Le armi made in Italy ed è subito Boom economico: aumento dell’85,7% dell’esportazioni
Se qualcuno di noi non ci avesse mai pensato, beh è ora che lo faccia! La nostra economia nel 2016 ha avuto uno scossone nella produzione ed esportazione delle armi passando dai 7,9 miliardi del 2015 ai 14,6 miliardi di euro.
Un’incredibile impennata di esportazioni di armi, soprattutto nello Yemen, Kuwait e altri paesi del golfo Persico dove oltre alla vendita dei poderosi Eurofighter della Leonardo ed elicotteri si è ulteriormente incrementata anche la categoria di armamenti (da sempre più venduta dall’Italia) di “bombe e missili”.
Per questo motivo non deve quindi destare stupore se L’Italia è nell’elites mondiale della controversa classifica della produzione, vendita e acquisto di armi e soprattutto non dobbiamo mostrarci stupiti quando leggiamo che L’Italia è prima in Europa per incremento delle spese militari, con un più 11 % nel 2016.
Ora, prendendo spunto dalla categoria di armamenti di “bombe e missili” va sicuramento evidenziato il movimento “no bombe”, formato da varie associazioni ambientaliste, che in Sardegna è stato portato alla ribalta dai media nazionali, e che vede incentrato il proprio operato nella proposta di riconversione di una delle principali fabbriche implicate in questo commercio, si tratta della RWM Italia S.p.A. una società del gruppo Rheinmetall Defence che ha la sua sede nel Comune di Iglesias.
Parlare di riconversione in Sardegna è materia molto tosta dopo il fallimento della riconversione del settore minerario, soprattutto in una delle province più povere d’Italia. Parlo del Sulcis Iglesiente, zona in cui persiste una situazione molto più intricata rispetto ad altri territori italiani dove una semplice riconversione potrebbe rappresentare la perdita di centinaia di posti di lavoro.
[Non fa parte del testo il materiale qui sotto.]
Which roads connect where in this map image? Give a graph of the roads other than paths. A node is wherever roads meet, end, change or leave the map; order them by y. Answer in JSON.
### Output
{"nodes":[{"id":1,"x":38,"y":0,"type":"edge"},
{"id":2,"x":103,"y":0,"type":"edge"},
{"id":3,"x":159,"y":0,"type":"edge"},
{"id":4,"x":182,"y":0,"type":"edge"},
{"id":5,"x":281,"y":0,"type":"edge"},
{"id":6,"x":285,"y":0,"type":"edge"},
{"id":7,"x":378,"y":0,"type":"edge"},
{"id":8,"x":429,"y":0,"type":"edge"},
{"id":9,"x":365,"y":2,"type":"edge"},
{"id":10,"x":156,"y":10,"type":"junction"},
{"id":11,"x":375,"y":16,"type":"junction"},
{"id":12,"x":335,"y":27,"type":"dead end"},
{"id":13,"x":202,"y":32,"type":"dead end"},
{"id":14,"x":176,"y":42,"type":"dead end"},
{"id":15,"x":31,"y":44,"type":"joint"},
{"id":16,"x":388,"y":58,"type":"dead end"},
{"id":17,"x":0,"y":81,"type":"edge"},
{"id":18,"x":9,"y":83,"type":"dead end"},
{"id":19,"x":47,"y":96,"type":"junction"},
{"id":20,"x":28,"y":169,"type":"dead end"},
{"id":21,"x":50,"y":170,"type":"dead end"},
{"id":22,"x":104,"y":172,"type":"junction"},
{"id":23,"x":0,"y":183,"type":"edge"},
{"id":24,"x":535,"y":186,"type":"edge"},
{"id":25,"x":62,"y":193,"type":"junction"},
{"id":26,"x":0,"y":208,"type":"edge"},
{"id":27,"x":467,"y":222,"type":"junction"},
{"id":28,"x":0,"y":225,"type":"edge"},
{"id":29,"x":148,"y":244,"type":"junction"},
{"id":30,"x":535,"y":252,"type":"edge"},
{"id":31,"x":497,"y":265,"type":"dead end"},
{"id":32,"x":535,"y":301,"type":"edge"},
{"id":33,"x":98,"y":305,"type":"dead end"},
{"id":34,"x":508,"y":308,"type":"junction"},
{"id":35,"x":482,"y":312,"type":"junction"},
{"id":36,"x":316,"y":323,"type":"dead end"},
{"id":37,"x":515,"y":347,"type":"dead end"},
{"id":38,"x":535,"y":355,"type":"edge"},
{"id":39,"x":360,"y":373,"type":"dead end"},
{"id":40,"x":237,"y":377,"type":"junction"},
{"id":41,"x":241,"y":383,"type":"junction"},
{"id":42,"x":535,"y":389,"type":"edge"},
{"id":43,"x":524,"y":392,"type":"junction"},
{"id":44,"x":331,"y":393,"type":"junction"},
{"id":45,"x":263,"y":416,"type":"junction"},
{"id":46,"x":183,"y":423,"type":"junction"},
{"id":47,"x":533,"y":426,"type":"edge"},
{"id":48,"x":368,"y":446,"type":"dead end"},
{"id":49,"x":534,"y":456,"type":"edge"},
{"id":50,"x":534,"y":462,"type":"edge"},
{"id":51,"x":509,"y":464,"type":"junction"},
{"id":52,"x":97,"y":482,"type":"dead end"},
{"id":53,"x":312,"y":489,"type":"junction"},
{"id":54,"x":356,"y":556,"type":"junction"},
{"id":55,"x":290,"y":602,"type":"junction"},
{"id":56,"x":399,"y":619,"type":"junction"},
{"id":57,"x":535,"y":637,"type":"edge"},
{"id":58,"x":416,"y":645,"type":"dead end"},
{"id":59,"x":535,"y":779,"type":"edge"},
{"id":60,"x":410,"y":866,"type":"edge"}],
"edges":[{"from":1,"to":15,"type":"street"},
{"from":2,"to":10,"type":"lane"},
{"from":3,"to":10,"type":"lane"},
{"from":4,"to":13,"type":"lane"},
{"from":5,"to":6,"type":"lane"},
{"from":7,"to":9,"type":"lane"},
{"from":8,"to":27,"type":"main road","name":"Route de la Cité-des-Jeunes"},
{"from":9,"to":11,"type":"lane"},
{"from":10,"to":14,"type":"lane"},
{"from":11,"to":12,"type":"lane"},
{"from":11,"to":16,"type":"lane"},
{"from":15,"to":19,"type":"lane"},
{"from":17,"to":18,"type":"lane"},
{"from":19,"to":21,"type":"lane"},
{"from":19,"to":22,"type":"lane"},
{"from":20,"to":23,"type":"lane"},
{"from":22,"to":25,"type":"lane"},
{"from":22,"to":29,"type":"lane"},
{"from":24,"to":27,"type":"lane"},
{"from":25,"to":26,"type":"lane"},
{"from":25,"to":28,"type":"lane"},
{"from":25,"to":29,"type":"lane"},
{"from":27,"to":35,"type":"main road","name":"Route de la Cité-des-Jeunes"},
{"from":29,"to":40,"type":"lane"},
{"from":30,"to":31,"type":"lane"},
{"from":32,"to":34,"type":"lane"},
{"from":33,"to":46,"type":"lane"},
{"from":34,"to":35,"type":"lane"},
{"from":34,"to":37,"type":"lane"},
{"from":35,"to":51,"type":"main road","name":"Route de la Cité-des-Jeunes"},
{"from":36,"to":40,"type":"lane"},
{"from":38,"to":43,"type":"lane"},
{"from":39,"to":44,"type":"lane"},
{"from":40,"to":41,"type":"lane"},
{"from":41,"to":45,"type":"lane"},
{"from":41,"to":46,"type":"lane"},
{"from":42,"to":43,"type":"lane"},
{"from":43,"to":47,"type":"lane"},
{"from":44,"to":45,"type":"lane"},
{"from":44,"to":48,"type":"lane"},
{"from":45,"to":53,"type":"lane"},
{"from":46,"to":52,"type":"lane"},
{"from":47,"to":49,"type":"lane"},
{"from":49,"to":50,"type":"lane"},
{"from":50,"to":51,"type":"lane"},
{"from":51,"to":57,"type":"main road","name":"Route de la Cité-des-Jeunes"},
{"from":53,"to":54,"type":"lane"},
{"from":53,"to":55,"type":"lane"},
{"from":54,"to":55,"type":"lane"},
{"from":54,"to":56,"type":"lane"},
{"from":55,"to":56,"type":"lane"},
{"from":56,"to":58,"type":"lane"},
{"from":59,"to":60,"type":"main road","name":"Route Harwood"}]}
Risulta quindi ovvio che una discussione di questa portata stritola più che in qualunque altra regione le posizioni etiche e le difese tout court dei livelli occupazionali, creando una sorta di scontro sociale tra ambientalisti e lavoratori della fabbrica e dell’indotto.
Ma facciamo un po’ di chiarezza, la discussione e le prese di posizione del Comitato per la riconversione della RWM puntano il dito contro esportazioni e vendita degli armamenti nel conflitto che vede coinvolta la coalizione araba a guida saudita contro lo Yemen – un conflitto con numeri da brivido con oltre 10mila morti, 40mila feriti e 2 milioni di sfollati.
Il comitato richiede l’intervento delle forze politiche locali, regionali e nazionali trovando in prima battuta trova appoggio dal Comune di Iglesias che con un ordine del giorno, votato quasi all’unanimità, chiede a “Stato e Regione un impegno concreto affinché vengano ricreate le precondizioni per la possibile riconversione degli stabilimenti della Rwm”, stabilimento da cui partono le bombe impiegate dai sauditi nella guerra dello Yemen.
Naturalmente “nell’assoluta garanzia e implementazione dei livelli di occupazione”. Ma se appare ovvio che una tale riconversione non possa avvenire in un breve lasso di tempo appare altrettanto chiaro il messaggio politico: Iglesias e l’Italia attraverso il proprio operato, sempre improntato alla guida delle missioni di pace, deve mirare alla costruzione di rapporti internazionali di solidarietà.
Dopo questa presa di posizione del Comune di Iglesias è seguita anche quella della Camera dei deputati dove si è gia discusso e si continuerà a discutere di questo tema nei prossimi giorni attraverso due mozioni presentate in cui si chiede l’introduzione di un blocco sulle esportazioni di armi italiane in Arabia Saudita (come già richiesto dal Parlamento europeo in due occasioni) e la riconversione della fabbrica di Iglesias.
Seppure parrebbe che una linea sia stata tracciata non tutti sono dello stesso avviso, parecchi mostrano un netto scetticismo verso la riconversione: Confindustria, Cgil e Cisl si smarcano completamente dalle richieste dei movimenti ambientalisti e politici.
Se una soluzione dovrà essere trovata non sarà quella di spostare la produzione su altri siti regionali, nazionali o europei, piuttosto quella di agire in tutela i diritti umani attraverso soluzioni concrete. L’unica strategia ammissibile sarà quella volta a dirimere pacificamente i conflitti, dando assoluta priorità alle politiche di disarmo e di pace.